Earth to earth, ashes to ashes, dust to dust.
Those are the words for when we commit our dead to the ground with the casting of earth.
We’ve been hearing those words a great deal lately.
We are imposed upon today with the ashes that are the reminder both that we are going to die and that we are participants in the destructive power of sin the burns up all that is good and beautiful in creation.
It is not a casual reflection, we are imposed upon, our faces are rubbed in it.
I think the lesson is that life is very short, and we waste so much of it on that which is not love.
Life is too short and eternity is too long to waste on that which is not love.
We use and abuse each other and all creation, we are caught up in a way of relating to everyone and everything in a way that we cannot escape, that is the power of sin.
Sin is the ultimate addiction, from which we are powerless to free ourselves.
The imposition of Lent more than death and penitence is the imposition of grace that sets us free.

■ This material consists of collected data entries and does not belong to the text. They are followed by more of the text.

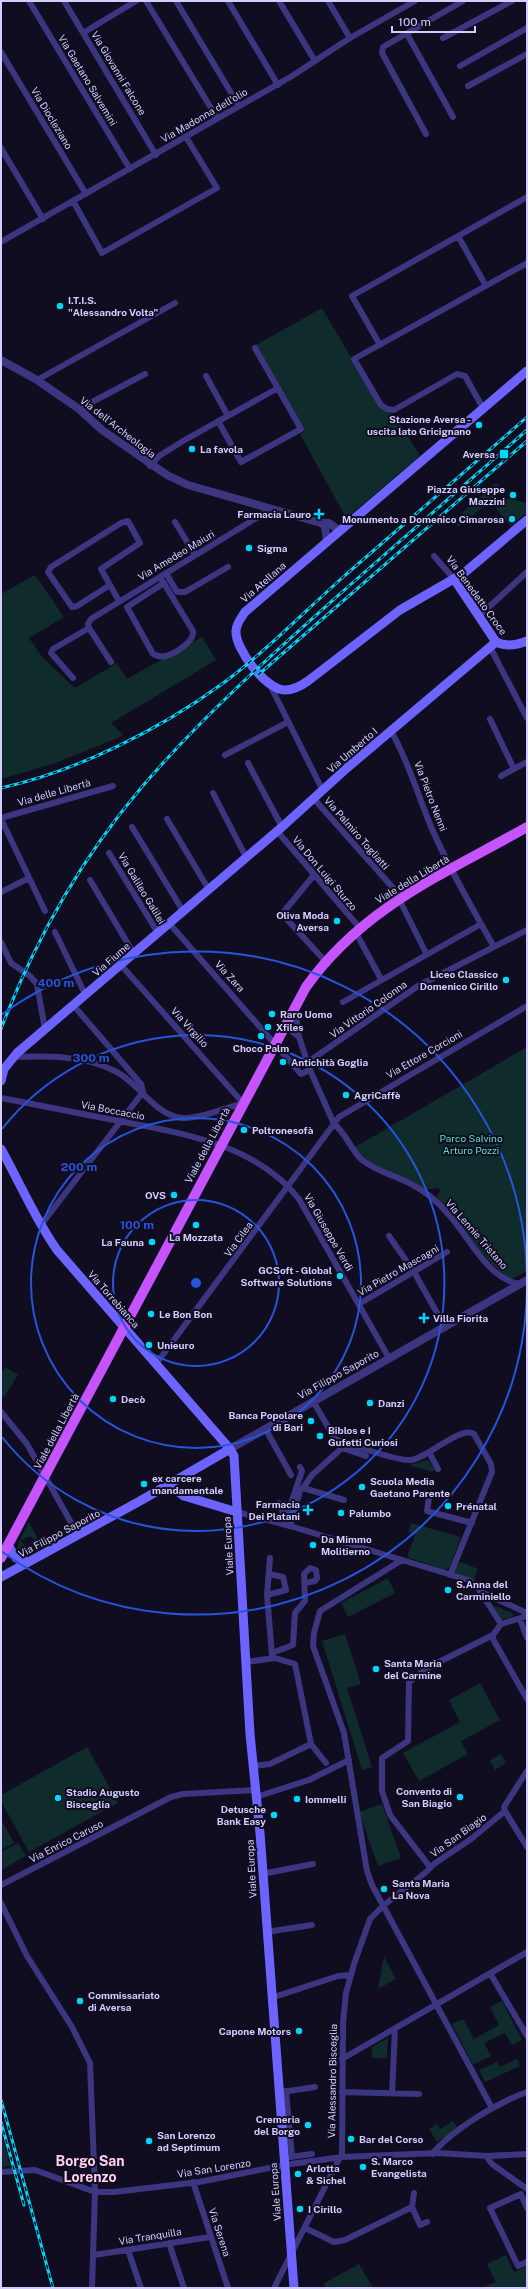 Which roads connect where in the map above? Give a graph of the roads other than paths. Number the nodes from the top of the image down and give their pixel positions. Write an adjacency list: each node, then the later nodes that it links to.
1 (29, 1): 30 (street, Via Gaetano Salvemini)
2 (64, 1): 13 (street, Via Giovanni Falcone)
3 (136, 1): 13 (street)
4 (146, 1): 24 (street)
5 (176, 1): 23 (street)
6 (228, 1): 21 (street)
7 (279, 1): 19 (street)
8 (328, 1): 15 (street)
9 (415, 1): 15 (street, Via Madonna dell'olio)
10 (463, 1): 14 (street)
11 (512, 1): 16 (street)
12 (527, 28): 20 (street)
13 (83, 33): 29 (street, Via Giovanni Falcone)
14 (407, 34): 25 (street); 26 (street)
15 (350, 38): 19 (street, Via Madonna dell'olio)
16 (443, 38)
17 (1, 52): 31 (street, Via Diocleziano)
18 (527, 54): 22 (street)
19 (315, 61): 21 (street, Via Madonna dell'olio)
20 (460, 66)
21 (278, 84): 23 (street, Via Madonna dell'olio)
22 (468, 86)
23 (239, 106): 24 (street, Via Madonna dell'olio)
24 (217, 118): 27 (street, Via Madonna dell'olio)
25 (453, 118)
26 (426, 134)
27 (186, 137): 29 (street, Via Madonna dell'olio); 33 (street)
28 (1, 148): 34 (street)
29 (156, 155): 30 (street, Via Madonna dell'olio)
30 (130, 170): 31 (street, Via Madonna dell'olio)
31 (86, 194): 33 (street, Via Madonna dell'olio)
32 (527, 197): 35 (street)
33 (73, 202): 34 (street, Via Madonna dell'olio)
34 (43, 219): 36 (street, Via Madonna dell'olio)
35 (458, 236): 38 (street); 40 (street)
36 (1, 242)
37 (527, 263): 38 (street)
38 (486, 286): 40 (street)
39 (175, 303): 46 (street)
40 (380, 345): 48 (street)
41 (255, 348): 47 (street)
42 (1, 360): 46 (street, Via dell'Archeologia)
43 (527, 371): 48 (main road, Via Atellana)
44 (145, 374): 49 (street)
45 (206, 376): 50 (street)
46 (37, 380): 49 (street, Via dell'Archeologia)
47 (278, 388): 50 (street); 51 (street)
48 (483, 408): 57 (main road, Via Atellana)
49 (79, 409): 52 (street, Via dell'Archeologia)
50 (228, 416): 51 (street)
51 (218, 421): 52 (street)
52 (150, 466): 53 (street, Via dell'Archeologia)
53 (270, 509): 56 (street, Via dell'Archeologia); 60 (street, Via Amedeo Maiuri)
54 (527, 520): 65 (main road)
55 (175, 522): 60 (street)
56 (325, 524): 57 (street); 58 (street, Via dell'Archeologia); 59 (street)
57 (348, 524): 58 (main road, Via Atellana)
58 (337, 533): 59 (main road, Via Atellana)
59 (327, 542): 75 (main road, Via Atellana)
60 (195, 555): 64 (street, Via Amedeo Maiuri)
61 (434, 556): 65 (street, Via Benedetto Croce)
62 (228, 566): 64 (street)
63 (527, 572): 69 (street)
64 (163, 575): 66 (street); 68 (street, Via Amedeo Maiuri)
65 (454, 580): 69 (main road, Via Benedetto Croce); 75 (main road)
66 (164, 583): 66 (street)
67 (110, 585): 67 (street); 68 (street)
68 (120, 601): 70 (street, Via Amedeo Maiuri)
69 (479, 616): 72 (main road, Via Benedetto Croce)
70 (89, 628): 73 (street); 74 (street)
71 (527, 641): 72 (main road, Via Benedetto Croce)
72 (493, 644): 76 (street); 79 (main road, Via Umberto I)
73 (111, 662)
74 (73, 678)
75 (271, 687): 78 (street)
76 (527, 718)
77 (490, 720): 83 (street)
78 (288, 722): 80 (street); 86 (street)
79 (391, 731): 86 (main road, Via Umberto I); 96 (street, Via Pietro Nenni)
80 (225, 756)
81 (527, 762): 83 (street)
82 (248, 763): 92 (street, Via Don Luigi Sturzo)
83 (514, 768): 84 (street)
84 (501, 776)
85 (112, 786): 89 (street, Via delle Libertà)
86 (323, 791): 88 (main road, Via Umberto I)
87 (213, 793): 95 (street)
88 (314, 799): 92 (main road, Via Umberto I); 103 (street, Via Palmiro Togliatti)
89 (1, 818): 99 (street)
90 (167, 819): 101 (street)
91 (132, 827): 105 (street)
92 (279, 829): 95 (main road, Via Umberto I); 97 (street, Via Don Luigi Sturzo)
93 (527, 829): 96 (main road, Viale della Libertà)
94 (109, 853): 111 (street, Via Galileo Galilei)
95 (246, 857): 98 (main road, Via Umberto I)
96 (451, 870): 103 (main road, Viale della Libertà); 107 (street, Via Pietro Nenni)
97 (314, 875): 108 (street, Via Don Luigi Sturzo); 116 (street)
98 (224, 876): 101 (main road, Via Fiume)
99 (29, 878): 102 (street); 104 (street)
100 (90, 880): 115 (street)
101 (209, 890): 105 (main road, Via Fiume)
102 (1, 892)
103 (399, 899): 108 (main road, Viale della Libertà); 114 (street, Via Palmiro Togliatti)
104 (45, 911)
105 (183, 911): 106 (main road, Via Fiume)
106 (169, 923): 111 (main road, Via Fiume); 127 (street, Via Zara)
107 (481, 924): 113 (street, Via Pietro Nenni); 114 (street)
108 (357, 929): 116 (main road, Viale della Libertà); 118 (street, Via Don Luigi Sturzo)
109 (527, 930): 113 (street, Via Vittorio Colonna)
110 (55, 932): 119 (street)
111 (158, 933): 115 (main road, Via Fiume)
112 (1, 942): 125 (street)
113 (494, 947): 129 (street, Via Vittorio Colonna)
114 (426, 953): 118 (street)
115 (134, 954): 117 (main road, Via Fiume)
116 (325, 961): 122 (main road, Viale della Libertà)
117 (121, 965): 119 (main road, Via Fiume); 134 (street, Via Virgilio)
118 (381, 979): 120 (street)
119 (86, 996): 121 (main road, Via Fiume)
120 (343, 1002)
121 (74, 1006): 125 (main road, Via Fiume); 132 (street)
122 (295, 1006): 124 (main road, Viale della Libertà); 126 (street, Via Lennie Tristano)
123 (527, 1006): 136 (street, Via Ettore Corcioni)
124 (283, 1029): 126 (street); 127 (main road, Viale della Libertà)
125 (45, 1030): 128 (main road, Via Fiume)
126 (299, 1037): 129 (street, Via Lennie Tristano)
127 (275, 1043): 130 (street, Via Zara); 134 (main road, Viale della Libertà)
128 (13, 1057): 131 (main road); 132 (street)
129 (308, 1062): 130 (street, Via Lennie Tristano)
130 (310, 1070): 136 (street, Via Lennie Tristano)
131 (1, 1082)
132 (143, 1092): 134 (street); 135 (street)
133 (1, 1098): 135 (street, Via Boccaccio)
134 (243, 1103): 137 (main road, Viale della Libertà)
135 (121, 1121): 137 (street, Via Boccaccio); 140 (street)
136 (334, 1124): 139 (street, Via Cilea); 145 (street, Via Lennie Tristano)
137 (221, 1144): 139 (street, Via Giuseppe Verdi); 148 (main road, Viale della Libertà)
138 (1, 1149): 140 (main road, Via Torrebianca)
139 (288, 1185): 146 (street, Via Giuseppe Verdi); 150 (street, Via Cilea)
140 (41, 1225): 148 (main road, Via Torrebianca)
141 (389, 1236): 143 (street)
142 (447, 1252): 143 (street, Via Pietro Mascagni)
143 (414, 1272): 146 (street, Via Pietro Mascagni); 147 (street)
144 (527, 1280): 145 (street, Via Filippo Saporito)
145 (519, 1284): 147 (street, Via Filippo Saporito)
146 (359, 1304): 149 (street, Via Giuseppe Verdi)
147 (445, 1326): 149 (street, Via Filippo Saporito)
148 (125, 1328): 150 (main road, Via Torrebianca); 160 (main road, Viale della Libertà)
149 (390, 1358): 151 (street, Via Filippo Saporito)
150 (156, 1364): 154 (main road, Via Torrebianca)
151 (313, 1401): 153 (street, Via Filippo Saporito); 155 (street)
152 (1, 1412): 160 (street)
153 (265, 1428): 154 (street, Via Filippo Saporito); 159 (street)
154 (230, 1449): 161 (main road, Via Filippo Saporito); 166 (main road, Viale Europa)
155 (429, 1452): 158 (street); 168 (street)
156 (366, 1456): 162 (street)
157 (300, 1467): 167 (street)
158 (438, 1469)
159 (291, 1475)
160 (45, 1476): 169 (street); 170 (main road, Viale della Libertà)
161 (169, 1485): 166 (main road); 169 (main road, Via Filippo Saporito)
162 (303, 1488): 163 (street); 167 (street)
163 (344, 1500)
164 (426, 1502): 168 (street)
165 (279, 1503): 167 (street)
166 (237, 1512): 167 (street); 187 (main road, Viale Europa)
167 (287, 1523): 173 (street)
168 (472, 1523): 176 (street)
169 (78, 1535): 174 (main road, Via Filippo Saporito)
170 (8, 1545): 171 (main road, Viale della Libertà); 174 (main road)
171 (1, 1558)
172 (270, 1558): 175 (street)
173 (402, 1560): 176 (street); 190 (street)
174 (28, 1562): 177 (main road, Via Filippo Saporito)
175 (269, 1574): 180 (street); 180 (street)
176 (450, 1575): 179 (street)
177 (1, 1577)
178 (306, 1583): 186 (street)
179 (480, 1591): 181 (street); 183 (street)
180 (268, 1595): 186 (street)
181 (526, 1612): 182 (street)
182 (520, 1619): 183 (street); 185 (street)
183 (501, 1624): 184 (street)
184 (493, 1635): 188 (street); 198 (street)
185 (527, 1638)
186 (272, 1656): 187 (street); 189 (street)
187 (246, 1662): 192 (main road, Viale Europa)
188 (527, 1699)
189 (311, 1744): 191 (street); 192 (street)
190 (349, 1760): 194 (street, Via Enrico Caruso); 202 (street)
191 (326, 1763)
192 (253, 1766): 194 (main road, Viale Europa)
193 (527, 1771): 195 (street)
194 (256, 1794): 199 (main road, Viale Europa); 200 (street, Via Enrico Caruso)
195 (505, 1811): 196 (street); 198 (street, Via San Biagio)
196 (527, 1847)
197 (313, 1864): 199 (street)
198 (430, 1867): 202 (street, Via San Biagio)
199 (262, 1874): 204 (main road, Viale Europa)
200 (1, 1885)
201 (1, 1903): 229 (street)
202 (384, 1904): 207 (street, Via Alessandro Bisceglia); 209 (street)
203 (312, 1925): 204 (street)
204 (266, 1932): 208 (main road, Viale Europa)
205 (527, 1952): 206 (street)
206 (490, 1973): 209 (street); 211 (street)
207 (351, 1975): 208 (street); 212 (street, Via Alessandro Bisceglia)
208 (271, 1998): 214 (main road, Viale Europa)
209 (436, 2004): 210 (street); 219 (street)
210 (396, 2029): 212 (street); 217 (street)
211 (527, 2036)
212 (342, 2059): 215 (street, Via Alessandro Bisceglia)
213 (315, 2087): 214 (street)
214 (283, 2092): 225 (main road, Viale Europa)
215 (342, 2092): 217 (street); 224 (street, Via Alessandro Bisceglia)
216 (527, 2092): 219 (street)
217 (392, 2093): 218 (street)
218 (419, 2094)
219 (492, 2108): 221 (street)
220 (312, 2154): 225 (street)
221 (432, 2154): 223 (street, Via San Lorenzo); 224 (street, Via San Lorenzo)
222 (527, 2154): 223 (street, Via San Lorenzo)
223 (486, 2156): 228 (street)
224 (342, 2157): 225 (street, Via San Lorenzo); 234 (street)
225 (286, 2160): 227 (street, Via San Lorenzo); 238 (main road, Viale Europa)
226 (1, 2172): 229 (street, Via San Lorenzo)
227 (193, 2182): 229 (street, Via San Lorenzo); 235 (street, Via Serena)
228 (527, 2189)
229 (95, 2192): 239 (street)
230 (414, 2193): 231 (street)
231 (412, 2207): 233 (street); 234 (street)
232 (527, 2208): 240 (street)
233 (426, 2222)
234 (305, 2228): 238 (street)
235 (210, 2236): 236 (street, Via Tranquilla); 244 (street, Via Serena)
236 (169, 2243): 237 (street, Via Tranquilla); 243 (street)
237 (128, 2250): 239 (street, Via Tranquilla); 242 (street)
238 (291, 2254): 245 (street); 246 (main road, Viale Europa)
239 (94, 2255): 241 (street)
240 (527, 2262)
241 (92, 2288)
242 (141, 2288)
243 (184, 2288)
244 (228, 2288)
245 (274, 2288)
246 (294, 2288)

The road of forgiveness is the road of freedom and recovery from being bound to the deadly ways of being in destructive and self-destructive relationships.
This way of being set free, of being penitent receives and participates in the Grace of God primarily in giving thanks in all things at all times and in sacrificial service to those who suffer and are in need.
We turn away from the way of using and abusing and turn toward the God who sets us free to be Eucharistic, giving thanks by serving.
It is interesting that the chrism oil at baptism is imposed upon our foreheads in the same way that the ashes of today are imposed upon us, and also in the same way that the oil of unction is imposed upon us when we pray for healing with the laying on of hands.
We are imposed upon by God’s Grace, it is rubbed in our faces as anointing oil.
And we turn that blessing into ashes.
Today we feel that bite.
And we begin again, always beginning, always starting over.